## What you need to do
Starting at the first line below, copy through to the last line exactly.

## Dataset records
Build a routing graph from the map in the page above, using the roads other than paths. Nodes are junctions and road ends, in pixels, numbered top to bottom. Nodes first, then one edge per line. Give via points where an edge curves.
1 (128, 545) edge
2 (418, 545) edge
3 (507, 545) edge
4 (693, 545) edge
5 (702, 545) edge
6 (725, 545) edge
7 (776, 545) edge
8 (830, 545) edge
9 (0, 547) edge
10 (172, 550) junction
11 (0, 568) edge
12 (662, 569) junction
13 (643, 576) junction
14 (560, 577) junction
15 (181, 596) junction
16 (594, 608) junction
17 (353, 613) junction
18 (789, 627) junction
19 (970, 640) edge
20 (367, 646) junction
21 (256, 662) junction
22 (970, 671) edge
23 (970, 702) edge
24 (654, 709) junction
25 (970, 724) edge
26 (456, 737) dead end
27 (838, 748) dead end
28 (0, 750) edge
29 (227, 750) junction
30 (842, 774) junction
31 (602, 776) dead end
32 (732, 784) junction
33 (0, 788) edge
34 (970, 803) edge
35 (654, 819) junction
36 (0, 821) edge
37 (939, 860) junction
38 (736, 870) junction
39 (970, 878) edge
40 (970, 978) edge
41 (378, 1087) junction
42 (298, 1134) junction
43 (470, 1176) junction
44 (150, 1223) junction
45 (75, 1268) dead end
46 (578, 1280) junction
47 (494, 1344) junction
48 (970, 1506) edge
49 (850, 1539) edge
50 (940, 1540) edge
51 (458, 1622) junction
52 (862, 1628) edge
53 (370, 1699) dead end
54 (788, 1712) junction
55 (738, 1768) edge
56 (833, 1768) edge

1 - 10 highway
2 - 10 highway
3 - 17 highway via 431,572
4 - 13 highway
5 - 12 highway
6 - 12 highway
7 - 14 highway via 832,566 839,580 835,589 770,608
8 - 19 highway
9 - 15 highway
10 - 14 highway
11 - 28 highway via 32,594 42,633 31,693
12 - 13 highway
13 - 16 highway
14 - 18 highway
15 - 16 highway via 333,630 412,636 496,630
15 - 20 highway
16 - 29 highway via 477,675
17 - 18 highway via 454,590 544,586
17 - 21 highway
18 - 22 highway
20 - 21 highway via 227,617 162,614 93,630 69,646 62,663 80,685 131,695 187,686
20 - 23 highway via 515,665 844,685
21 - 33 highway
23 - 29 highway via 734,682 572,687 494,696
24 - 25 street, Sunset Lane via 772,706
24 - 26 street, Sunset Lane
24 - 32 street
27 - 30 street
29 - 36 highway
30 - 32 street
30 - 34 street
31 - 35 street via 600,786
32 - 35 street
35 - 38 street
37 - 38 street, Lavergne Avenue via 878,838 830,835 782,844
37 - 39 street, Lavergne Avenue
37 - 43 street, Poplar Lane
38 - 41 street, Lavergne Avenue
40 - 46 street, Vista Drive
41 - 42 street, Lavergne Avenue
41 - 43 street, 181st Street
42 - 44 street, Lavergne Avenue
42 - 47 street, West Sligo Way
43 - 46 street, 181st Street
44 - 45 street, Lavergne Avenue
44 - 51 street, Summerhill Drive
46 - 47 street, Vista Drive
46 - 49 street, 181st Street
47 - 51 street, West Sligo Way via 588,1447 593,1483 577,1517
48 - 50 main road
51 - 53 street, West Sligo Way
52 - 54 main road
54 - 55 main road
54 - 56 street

## Result for this exercise
Build a routing graph from the map in the page above, using the roads other than paths. Nodes are junctions and road ends, in pixels, numbered top to bottom. Nodes first, then one edge per line. Give via points where an edge curves.
1 (128, 545) edge
2 (418, 545) edge
3 (507, 545) edge
4 (693, 545) edge
5 (702, 545) edge
6 (725, 545) edge
7 (776, 545) edge
8 (830, 545) edge
9 (0, 547) edge
10 (172, 550) junction
11 (0, 568) edge
12 (662, 569) junction
13 (643, 576) junction
14 (560, 577) junction
15 (181, 596) junction
16 (594, 608) junction
17 (353, 613) junction
18 (789, 627) junction
19 (970, 640) edge
20 (367, 646) junction
21 (256, 662) junction
22 (970, 671) edge
23 (970, 702) edge
24 (654, 709) junction
25 (970, 724) edge
26 (456, 737) dead end
27 (838, 748) dead end
28 (0, 750) edge
29 (227, 750) junction
30 (842, 774) junction
31 (602, 776) dead end
32 (732, 784) junction
33 (0, 788) edge
34 (970, 803) edge
35 (654, 819) junction
36 (0, 821) edge
37 (939, 860) junction
38 (736, 870) junction
39 (970, 878) edge
40 (970, 978) edge
41 (378, 1087) junction
42 (298, 1134) junction
43 (470, 1176) junction
44 (150, 1223) junction
45 (75, 1268) dead end
46 (578, 1280) junction
47 (494, 1344) junction
48 (970, 1506) edge
49 (850, 1539) edge
50 (940, 1540) edge
51 (458, 1622) junction
52 (862, 1628) edge
53 (370, 1699) dead end
54 (788, 1712) junction
55 (738, 1768) edge
56 (833, 1768) edge

1 - 10 highway
2 - 10 highway
3 - 17 highway via 431,572
4 - 13 highway
5 - 12 highway
6 - 12 highway
7 - 14 highway via 832,566 839,580 835,589 770,608
8 - 19 highway
9 - 15 highway
10 - 14 highway
11 - 28 highway via 32,594 42,633 31,693
12 - 13 highway
13 - 16 highway
14 - 18 highway
15 - 16 highway via 333,630 412,636 496,630
15 - 20 highway
16 - 29 highway via 477,675
17 - 18 highway via 454,590 544,586
17 - 21 highway
18 - 22 highway
20 - 21 highway via 227,617 162,614 93,630 69,646 62,663 80,685 131,695 187,686
20 - 23 highway via 515,665 844,685
21 - 33 highway
23 - 29 highway via 734,682 572,687 494,696
24 - 25 street, Sunset Lane via 772,706
24 - 26 street, Sunset Lane
24 - 32 street
27 - 30 street
29 - 36 highway
30 - 32 street
30 - 34 street
31 - 35 street via 600,786
32 - 35 street
35 - 38 street
37 - 38 street, Lavergne Avenue via 878,838 830,835 782,844
37 - 39 street, Lavergne Avenue
37 - 43 street, Poplar Lane
38 - 41 street, Lavergne Avenue
40 - 46 street, Vista Drive
41 - 42 street, Lavergne Avenue
41 - 43 street, 181st Street
42 - 44 street, Lavergne Avenue
42 - 47 street, West Sligo Way
43 - 46 street, 181st Street
44 - 45 street, Lavergne Avenue
44 - 51 street, Summerhill Drive
46 - 47 street, Vista Drive
46 - 49 street, 181st Street
47 - 51 street, West Sligo Way via 588,1447 593,1483 577,1517
48 - 50 main road
51 - 53 street, West Sligo Way
52 - 54 main road
54 - 55 main road
54 - 56 street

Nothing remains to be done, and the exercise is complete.